One thing that Sciamma proves to be so brilliant at is her understanding and use of time. Between this and her previous feature, she has crafted two extraordinary films about the fleeting nature and the fragility of our human experience. How that relationship affects our connection with those around us. What is so damn impressive about Petite Maman is it manages to craft something so profound, life-affirming, and genuinely touching in well under ninety minutes. It also manages to do so in a way that feels so deep and true to the way a child views complex emotions they have never had to grapple with before. Nelly is a wonderful protagonist who views the world with such wonder, imagination, and curiosity. This is a film that is completely devoid of cynicism. It deals with very sad and complicated feelings for a child, but it approaches each character with love and warmth, exchanging judgment for understanding.
The film also displays one of the most beautiful portraits of motherhood I have seen in a film. I love the mother-daughter relationship in this film so much. It feels so honest and complex; it manages to do so with a minimalist nature that I found to be wonderful. Petite Maman isn’t a film that needs over-the-top sentimental scenes to pack an emotional punch. It does more with a sentence than other films do with entire monologues of characters pouring their hearts out. There are lines of dialogue that are seared into my mind because I was so moved by them. It feels honest in a way no movie about childhood has for me in quite some time.
There honestly aren’t enough superlatives to draft here to describe how much I love this film. No spoilers here, so all I will say is that the third act of this film completely leveled me. There are scenes where I was actively attempting to fight back sobs. The emotional catharsis Petite Maman reaches for is incredibly ambitious for something so small in scale, but it pulls it off in a way that feels completely effortless. It knocked the wind out of me.

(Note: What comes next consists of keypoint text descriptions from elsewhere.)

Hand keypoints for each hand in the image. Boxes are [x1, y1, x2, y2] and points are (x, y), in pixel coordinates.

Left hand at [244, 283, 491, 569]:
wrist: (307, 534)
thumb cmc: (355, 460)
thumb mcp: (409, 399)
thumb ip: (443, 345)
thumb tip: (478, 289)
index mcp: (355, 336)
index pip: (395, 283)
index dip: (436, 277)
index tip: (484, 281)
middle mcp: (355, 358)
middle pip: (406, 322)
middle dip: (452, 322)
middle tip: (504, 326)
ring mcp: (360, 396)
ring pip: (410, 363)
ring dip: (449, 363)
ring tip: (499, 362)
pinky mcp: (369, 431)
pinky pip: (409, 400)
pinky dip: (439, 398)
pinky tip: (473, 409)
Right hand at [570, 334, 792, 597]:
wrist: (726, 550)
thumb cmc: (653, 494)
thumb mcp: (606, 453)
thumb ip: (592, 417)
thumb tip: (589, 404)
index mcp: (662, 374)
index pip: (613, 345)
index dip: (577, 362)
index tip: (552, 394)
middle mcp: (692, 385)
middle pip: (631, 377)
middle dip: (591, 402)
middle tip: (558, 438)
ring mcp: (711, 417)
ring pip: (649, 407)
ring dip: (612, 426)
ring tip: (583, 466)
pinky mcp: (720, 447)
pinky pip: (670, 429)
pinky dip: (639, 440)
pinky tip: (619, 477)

If you do not seek out the experience of watching this film, you are making a massive mistake. Rarely do films like Petite Maman come around that craft a world as hopeful as this one. Many filmmakers at the Telluride Film Festival this year explained they made their films as an attempt to counter the chaos of the modern world with an antidote that would move audiences and allow an escape. Walking away from the festival, the filmmaker who accomplished that for me is without question Céline Sciamma. What a magical and irresistible film she has crafted in Petite Maman. For one hour and twelve minutes, it helped me to believe the world is capable of being a better place.